Ancrene Wisse (also known as the Ancrene Riwle or Guide for Anchoresses) is an anonymous monastic rule (or manual) for female anchorites ("anchoresses") written in the early 13th century.
The work consists of eight parts. Parts 1 and 8 deal with what is called the "Outer Rule" (relating to the anchoresses' exterior life), while Parts 2–7 deal with the "Inner Rule" (relating to the anchoresses' interior life). The didactic and devotional material is supplemented by illustrations and anecdotes, many drawn from everyday life.
The adoption of an anchorite life was widespread all over medieval Europe, and was especially popular in England. By the early thirteenth century, the lives of anchorites or anchoresses was considered distinct from that of hermits. The hermit vocation permitted a change of location, whereas the anchorites were bound to one place of enclosure, generally a cell connected to a church.
Ancrene Wisse was originally composed for three sisters who chose to enter the contemplative life. In the early twentieth century, it was thought that this might be Kilburn Priory near the medieval City of London, and attempts were made to date the work to the early twelfth century and to identify the author as a Godwyn, who led the house until 1130. More recent works have criticised this view, most notably because the dialect of English in which the work is written clearly originates from somewhere in the English West Midlands, not far from the Welsh border.
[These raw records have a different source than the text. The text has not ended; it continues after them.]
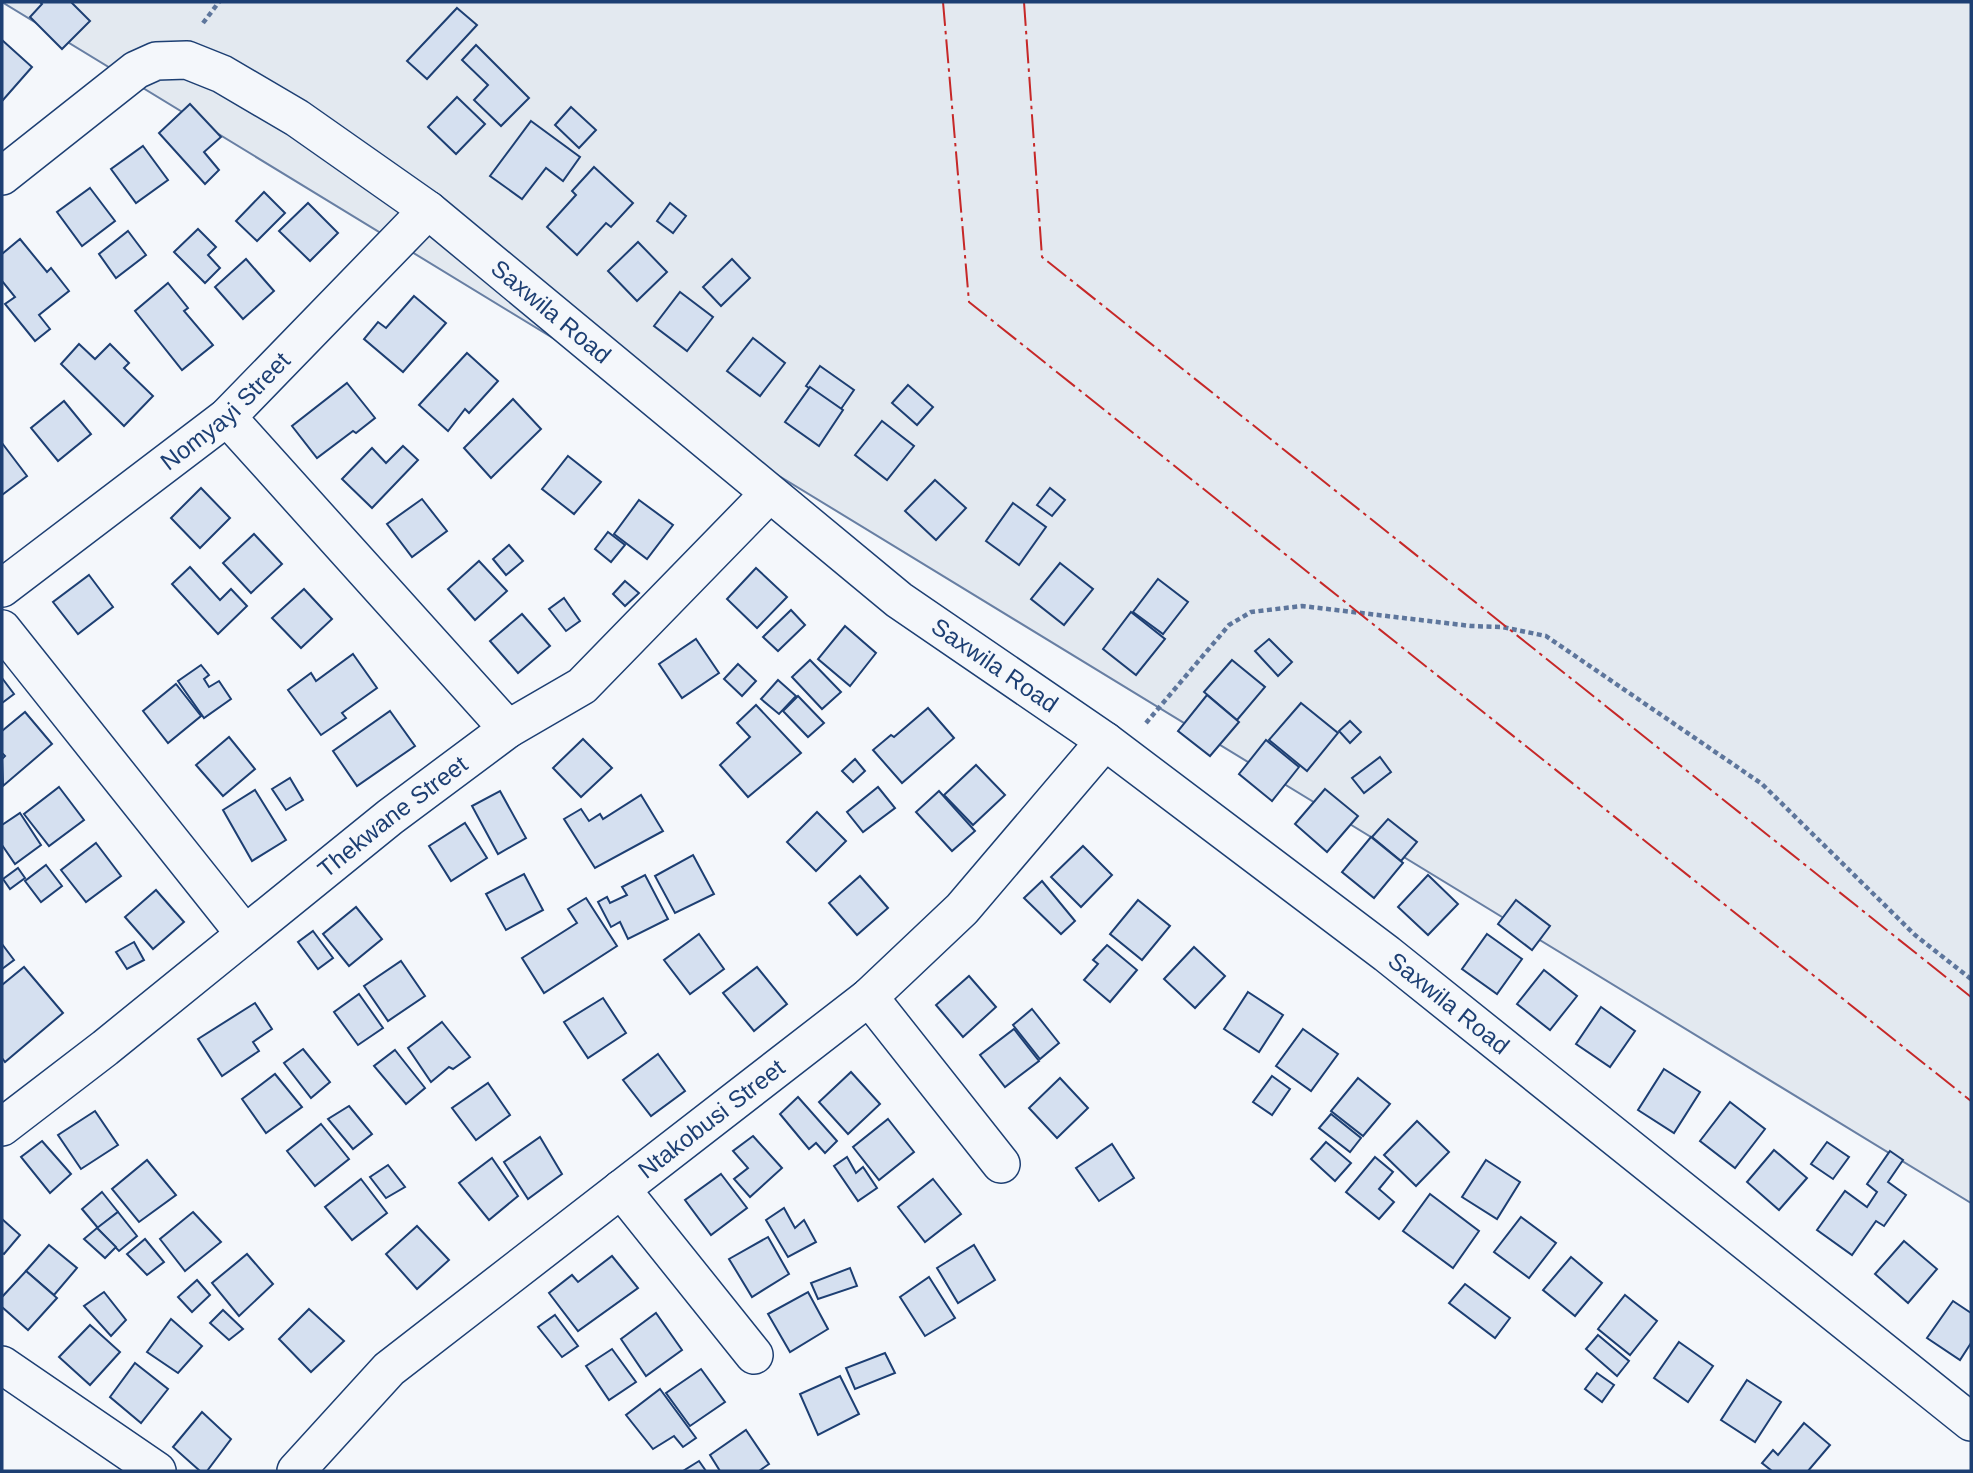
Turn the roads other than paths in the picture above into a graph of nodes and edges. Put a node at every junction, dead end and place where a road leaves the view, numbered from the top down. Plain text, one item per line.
1 (2, 176) edge
2 (428, 210) junction
3 (227, 417) junction
4 (769, 494) junction
5 (2, 588) edge
6 (2, 629) edge
7 (508, 729) junction
8 (1113, 748) junction
9 (244, 933) junction
10 (869, 996) junction
11 (2, 1127) edge
12 (1001, 1164) dead end
13 (621, 1189) junction
14 (754, 1355) dead end
15 (2, 1365) edge
16 (1971, 1422) edge
17 (157, 1471) edge
18 (296, 1471) edge

1 - 2 street, Saxwila Road
2 - 3 street, Nomyayi Street
2 - 4 street, Saxwila Road
3 - 5 street, Nomyayi Street
3 - 7 street
4 - 7 street, Thekwane Street
4 - 8 street, Saxwila Road
6 - 9 street
7 - 9 street, Thekwane Street
8 - 10 street, Ntakobusi Street
8 - 16 street, Saxwila Road
9 - 11 street, Thekwane Street
10 - 12 street
10 - 13 street, Ntakobusi Street
13 - 14 street
13 - 18 street, Ntakobusi Street
15 - 17 street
An important step forward was taken by Geoffrey Shepherd in the production of his edition of parts six and seven of the work, in which he showed that the author's reading was extensive. Shepherd linked the author's interests with those of a generation of late twelfth-century English and French scholars at the University of Paris, including Peter the Cantor and Stephen Langton. Shepherd suggested that the author was a scholarly man, though writing in English in the provinces, who was kept up to date with what was said and being written in the centres of learning of his day.
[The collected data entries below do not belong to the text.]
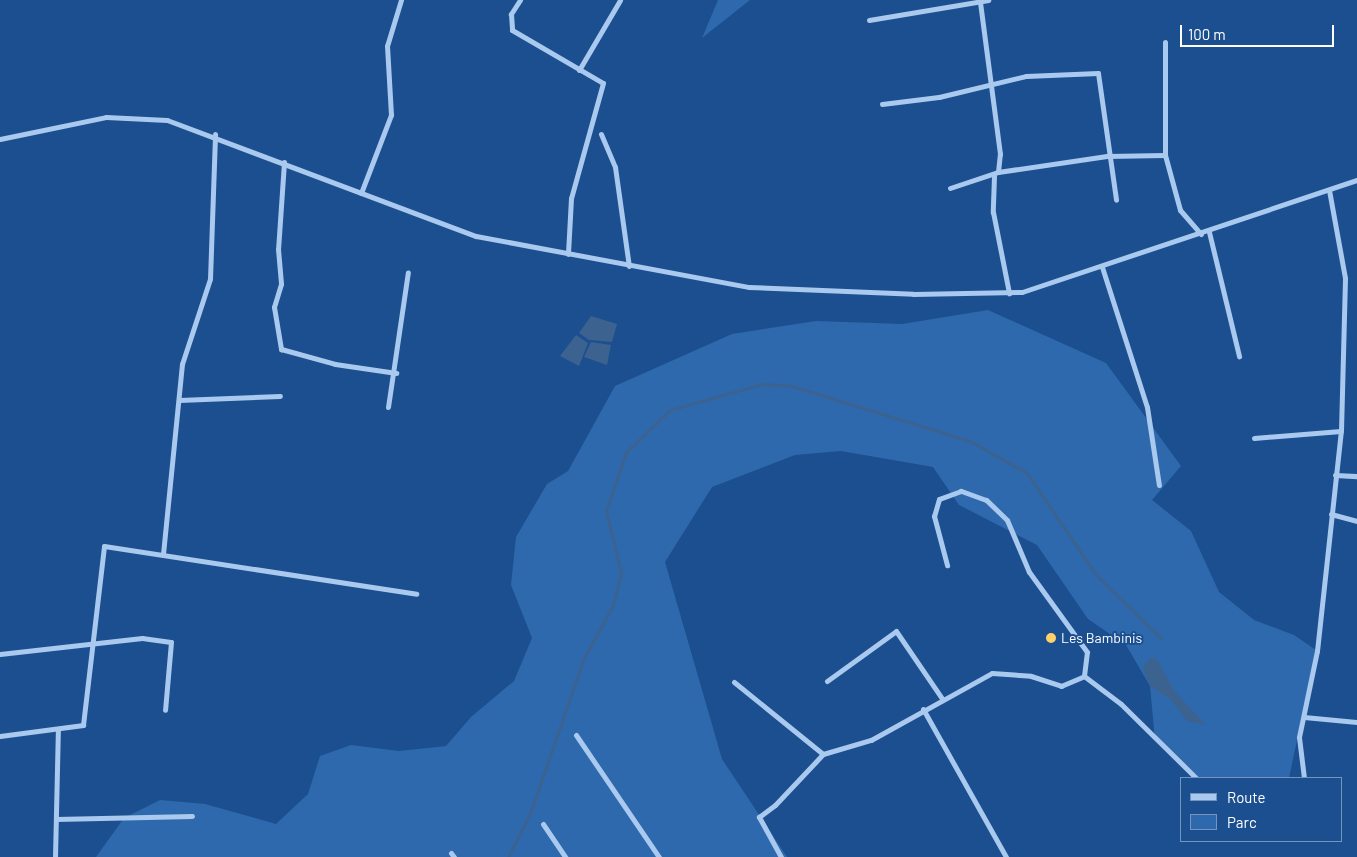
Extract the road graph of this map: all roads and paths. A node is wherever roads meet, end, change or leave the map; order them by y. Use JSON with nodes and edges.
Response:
{"nodes":[{"id":1,"x":401,"y":0,"type":"edge"},
{"id":2,"x":520,"y":0,"type":"edge"},
{"id":3,"x":620,"y":0,"type":"edge"},
{"id":4,"x":988,"y":0,"type":"edge"},
{"id":5,"x":960,"y":2,"type":"edge"},
{"id":6,"x":980,"y":2,"type":"junction"},
{"id":7,"x":869,"y":20,"type":"dead end"},
{"id":8,"x":1165,"y":42,"type":"dead end"},
{"id":9,"x":579,"y":70,"type":"junction"},
{"id":10,"x":991,"y":86,"type":"junction"},
{"id":11,"x":882,"y":104,"type":"dead end"},
{"id":12,"x":215,"y":134,"type":"junction"},
{"id":13,"x":601,"y":134,"type":"dead end"},
{"id":14,"x":0,"y":139,"type":"edge"},
{"id":15,"x":1165,"y":155,"type":"junction"},
{"id":16,"x":1107,"y":156,"type":"junction"},
{"id":17,"x":284,"y":162,"type":"junction"},
{"id":18,"x":996,"y":174,"type":"junction"},
{"id":19,"x":1357,"y":180,"type":"edge"},
{"id":20,"x":950,"y":188,"type":"dead end"},
{"id":21,"x":1329,"y":190,"type":"junction"},
{"id":22,"x":361,"y":193,"type":"junction"},
{"id":23,"x":1116,"y":200,"type":"dead end"},
{"id":24,"x":1209,"y":232,"type":"junction"},
{"id":25,"x":1201,"y":234,"type":"junction"},
{"id":26,"x":568,"y":254,"type":"junction"},
{"id":27,"x":629,"y":266,"type":"junction"},
{"id":28,"x":1102,"y":266,"type":"junction"},
{"id":29,"x":408,"y":272,"type":"dead end"},
{"id":30,"x":1009,"y":293,"type":"junction"},
{"id":31,"x":1239,"y":356,"type":"dead end"},
{"id":32,"x":396,"y":373,"type":"junction"},
{"id":33,"x":280,"y":396,"type":"dead end"},
{"id":34,"x":179,"y":400,"type":"junction"},
{"id":35,"x":388,"y":407,"type":"dead end"},
{"id":36,"x":1341,"y":431,"type":"junction"},
{"id":37,"x":1254,"y":438,"type":"dead end"},
{"id":38,"x":1335,"y":475,"type":"junction"},
{"id":39,"x":1357,"y":476,"type":"edge"},
{"id":40,"x":1159,"y":485,"type":"dead end"},
{"id":41,"x":1331,"y":514,"type":"junction"},
{"id":42,"x":1357,"y":521,"type":"edge"},
{"id":43,"x":163,"y":554,"type":"junction"},
{"id":44,"x":947,"y":565,"type":"dead end"},
{"id":45,"x":416,"y":594,"type":"dead end"},
{"id":46,"x":91,"y":644,"type":"junction"},
{"id":47,"x":0,"y":654,"type":"edge"},
{"id":48,"x":1084,"y":676,"type":"junction"},
{"id":49,"x":827,"y":680,"type":"dead end"},
{"id":50,"x":734,"y":682,"type":"dead end"},
{"id":51,"x":943,"y":700,"type":"junction"},
{"id":52,"x":923,"y":709,"type":"junction"},
{"id":53,"x":165,"y":710,"type":"dead end"},
{"id":54,"x":1304,"y":717,"type":"junction"},
{"id":55,"x":1357,"y":722,"type":"edge"},
{"id":56,"x":58,"y":729,"type":"junction"},
{"id":57,"x":576,"y":735,"type":"dead end"},
{"id":58,"x":0,"y":736,"type":"edge"},
{"id":59,"x":823,"y":754,"type":"junction"},
{"id":60,"x":1195,"y":777,"type":"edge"},
{"id":61,"x":1304,"y":777,"type":"edge"},
{"id":62,"x":192,"y":816,"type":"dead end"},
{"id":63,"x":56,"y":819,"type":"junction"},
{"id":64,"x":543,"y":824,"type":"dead end"},
{"id":65,"x":55,"y":857,"type":"edge"},
{"id":66,"x":565,"y":857,"type":"edge"},
{"id":67,"x":659,"y":857,"type":"edge"},
{"id":68,"x":781,"y":857,"type":"edge"},
{"id":69,"x":1006,"y":857,"type":"edge"}],
"edges":[{"from":1,"to":22,"type":"street"},
{"from":2,"to":9,"type":"street"},
{"from":3,"to":9,"type":"street"},
{"from":4,"to":6,"type":"street"},
{"from":5,"to":6,"type":"street"},
{"from":5,"to":7,"type":"street"},
{"from":6,"to":10,"type":"street"},
{"from":8,"to":15,"type":"street"},
{"from":9,"to":26,"type":"street"},
{"from":10,"to":11,"type":"street"},
{"from":10,"to":16,"type":"street"},
{"from":10,"to":18,"type":"street"},
{"from":12,"to":14,"type":"street"},
{"from":12,"to":17,"type":"street"},
{"from":12,"to":34,"type":"street"},
{"from":13,"to":27,"type":"street"},
{"from":15,"to":16,"type":"street"},
{"from":15,"to":25,"type":"street"},
{"from":16,"to":18,"type":"street"},
{"from":16,"to":23,"type":"street"},
{"from":17,"to":22,"type":"street"},
{"from":17,"to":32,"type":"street"},
{"from":18,"to":20,"type":"street"},
{"from":18,"to":30,"type":"street"},
{"from":19,"to":21,"type":"street"},
{"from":21,"to":24,"type":"street"},
{"from":21,"to":36,"type":"street"},
{"from":22,"to":26,"type":"street"},
{"from":24,"to":25,"type":"street"},
{"from":24,"to":31,"type":"street"},
{"from":25,"to":28,"type":"street"},
{"from":26,"to":27,"type":"street"},
{"from":27,"to":30,"type":"street"},
{"from":28,"to":30,"type":"street"},
{"from":28,"to":40,"type":"street"},
{"from":29,"to":32,"type":"street"},
{"from":32,"to":35,"type":"street"},
{"from":33,"to":34,"type":"street"},
{"from":34,"to":43,"type":"street"},
{"from":36,"to":37,"type":"street"},
{"from":36,"to":38,"type":"street"},
{"from":38,"to":39,"type":"street"},
{"from":38,"to":41,"type":"street"},
{"from":41,"to":42,"type":"street"},
{"from":41,"to":54,"type":"street"},
{"from":43,"to":45,"type":"street"},
{"from":43,"to":46,"type":"street"},
{"from":44,"to":48,"type":"street"},
{"from":46,"to":47,"type":"street"},
{"from":46,"to":53,"type":"street"},
{"from":46,"to":56,"type":"street"},
{"from":48,"to":51,"type":"street"},
{"from":48,"to":60,"type":"street"},
{"from":49,"to":51,"type":"street"},
{"from":50,"to":59,"type":"street"},
{"from":51,"to":52,"type":"street"},
{"from":52,"to":59,"type":"street"},
{"from":52,"to":69,"type":"street"},
{"from":54,"to":55,"type":"street"},
{"from":54,"to":61,"type":"street"},
{"from":56,"to":58,"type":"street"},
{"from":56,"to":63,"type":"street"},
{"from":57,"to":67,"type":"street"},
{"from":59,"to":68,"type":"street"},
{"from":62,"to":63,"type":"street"},
{"from":63,"to":65,"type":"street"},
{"from":64,"to":66,"type":"street"}]}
EJ Dobson produced the most influential modern reassessment of the origins of the work, however. Dobson argues that the anchoresses were enclosed near Limebrook in Herefordshire, and that the author was an Augustinian canon at nearby Wigmore Abbey in Herefordshire named Brian of Lingen. Bella Millett has subsequently argued that the author was in fact a Dominican rather than an Augustinian, though this remains controversial.